GPU workstation configuration

Hi All,

We are about to buy a new workstation for SPA data processing. If we would like to configure, for example, an 8 gpu, what is considered more optimal in general and for processing multiple jobs on different projects at the same time:

  1. Consolidate the 8 GPUs into one 4U server
    or
  2. Distribute the system to have one simple master node, and 2 x 4-GPU workers, or even 4 x 2-GPU workers.

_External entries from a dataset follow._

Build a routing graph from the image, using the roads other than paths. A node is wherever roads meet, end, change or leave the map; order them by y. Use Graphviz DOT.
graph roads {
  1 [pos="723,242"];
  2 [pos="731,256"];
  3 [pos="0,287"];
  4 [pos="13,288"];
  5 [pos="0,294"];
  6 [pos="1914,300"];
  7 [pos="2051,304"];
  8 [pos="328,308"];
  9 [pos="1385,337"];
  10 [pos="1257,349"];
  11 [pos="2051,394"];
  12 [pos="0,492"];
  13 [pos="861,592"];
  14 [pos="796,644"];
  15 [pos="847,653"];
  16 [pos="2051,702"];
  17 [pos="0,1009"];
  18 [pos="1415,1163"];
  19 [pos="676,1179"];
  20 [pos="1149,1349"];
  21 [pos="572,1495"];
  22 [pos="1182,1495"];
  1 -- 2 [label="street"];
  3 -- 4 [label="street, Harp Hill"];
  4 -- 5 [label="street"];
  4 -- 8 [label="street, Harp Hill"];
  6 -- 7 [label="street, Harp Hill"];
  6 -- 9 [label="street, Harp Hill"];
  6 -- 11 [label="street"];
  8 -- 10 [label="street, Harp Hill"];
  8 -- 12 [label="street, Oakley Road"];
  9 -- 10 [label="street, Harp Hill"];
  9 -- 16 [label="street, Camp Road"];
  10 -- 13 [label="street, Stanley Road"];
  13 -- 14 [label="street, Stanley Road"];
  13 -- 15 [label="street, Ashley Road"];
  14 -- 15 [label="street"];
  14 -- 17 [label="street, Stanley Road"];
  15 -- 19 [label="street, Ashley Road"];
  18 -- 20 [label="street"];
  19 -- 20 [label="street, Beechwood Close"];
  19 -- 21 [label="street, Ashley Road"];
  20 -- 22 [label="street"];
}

If it’s better to distribute to multiple nodes, is a low-latency network such as Infiniband necessary to connect the nodes, or is 10/25/40Gb ethernet sufficient?

Many thanks!

I would plan this all based off of your filesystem. For instance, are you going with a network-attached filesystem? If you are, I’d distribute the GPUs into different machines. You’ll have a bit more resilience to crashes (if a job crashes it won’t take down the master). You also will have slightly better scaling in many configurations - 8 GPUs in one machine is really tough from a memory bandwith point-of-view.

As far as interconnects go - again, this probably comes down to filesystem more than anything. 40 Gb/s ethernet is 5 GB throughput. Can your filesystem sustain 5 GB/s? How about on multiple clients simultaneously? Are you caching on each GPU node, or are you going to try and get the network-attached filesystem fast enough that you don’t need a cache?